At #SQLbits, Jamie Thomson (Blog – Twitter) demoed the following SSIS add-ins:
- Kimball SDC
- Trace File Source
- File Watcher
- Dynamic Data Flow
- Rank Transform
Jamie find this useful when parsing error output from other SSIS steps, which often have several result sets with different columns. XMLify dumps all of the data into a single XML file for easier error storage.
It’s currently only available for SQL 2005 on Codeplex, but Jamie’s updated it for 2008. He expects to upload it to Codeplex shortly.
SSIS includes a Slowly Changing Dimensions wizard, but Jamie says it has extremely poor performance due to the amount of lookups it does, plus you can’t modify your work. You have to reuse the wizard. One workaround is the KimballSCD tool on Codeplex, which handles Type 1 and Type 2 dimensions. These dimensions track the history of our data – for example, as our customers change from Single to Married to Divorced, we may want to capture those changes so we can view their status over time.
The KimballSCD component takes your incoming stream of data and dumps out separate streams with new records, changed records, deleted records, invalid input, and so forth. It has a staggering array of configuration choices on how to handle errors.

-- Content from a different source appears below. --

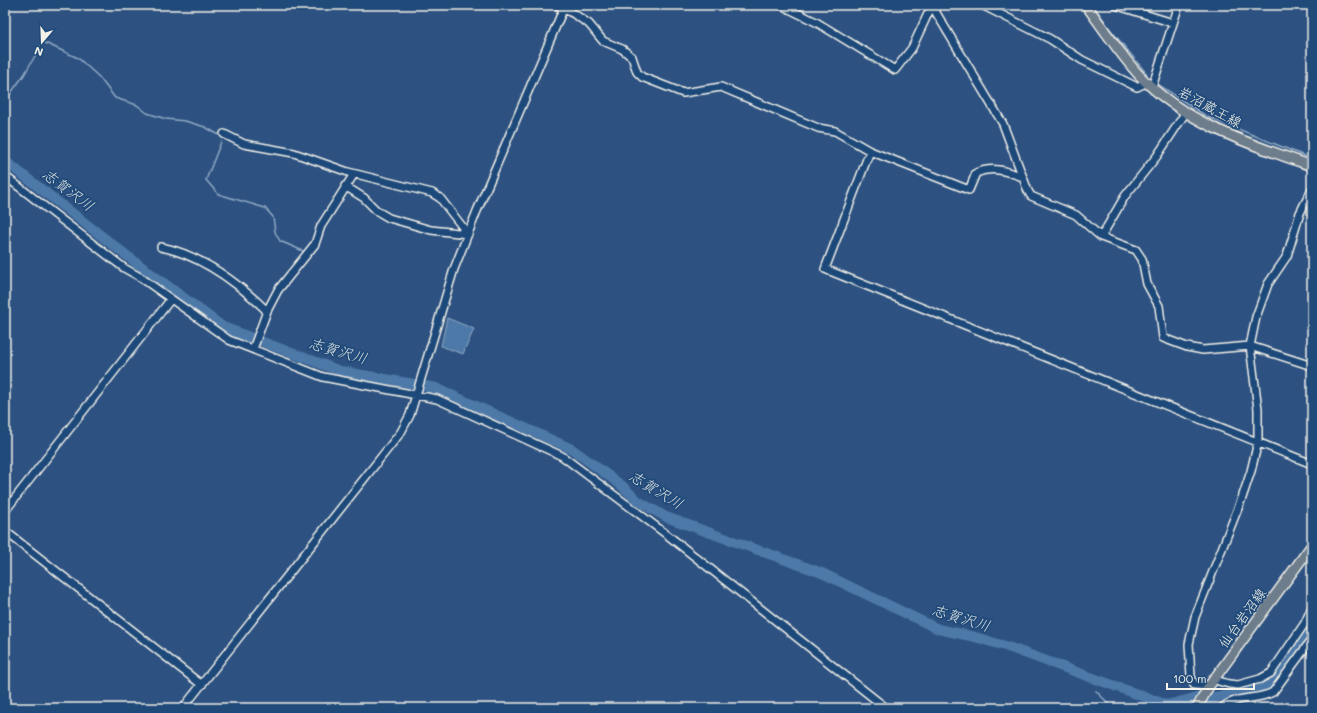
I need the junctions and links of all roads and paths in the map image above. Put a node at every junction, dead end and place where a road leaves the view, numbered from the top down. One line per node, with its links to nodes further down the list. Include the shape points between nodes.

Built by Andy Leonard and Jessica Moss, this SSIS component can fetch and retrieve tweets. Of course, when he went to demo Twitter.com, the page took forever to load. Ah, the curse of using Twitter and WiFi networks for demos!
He demoed how to send tweets, then how to receive them and pipe the results through the Term Extraction task. It’s basically data mining for text – it finds the most popular phrases in the stream of tweets. Jamie asked if attendees found it interesting, and they definitely did. A couple of attendees wanted to know when Twitter search integration would be included. Doh!
This component takes a flat source like a list of orders that includes both header and detail info in the same row, and then normalizes it. You have to pass in the data in the right sort number, because it uses those sorts to determine duplicates. You pick which fields determine a header versus a detail record using checkboxes.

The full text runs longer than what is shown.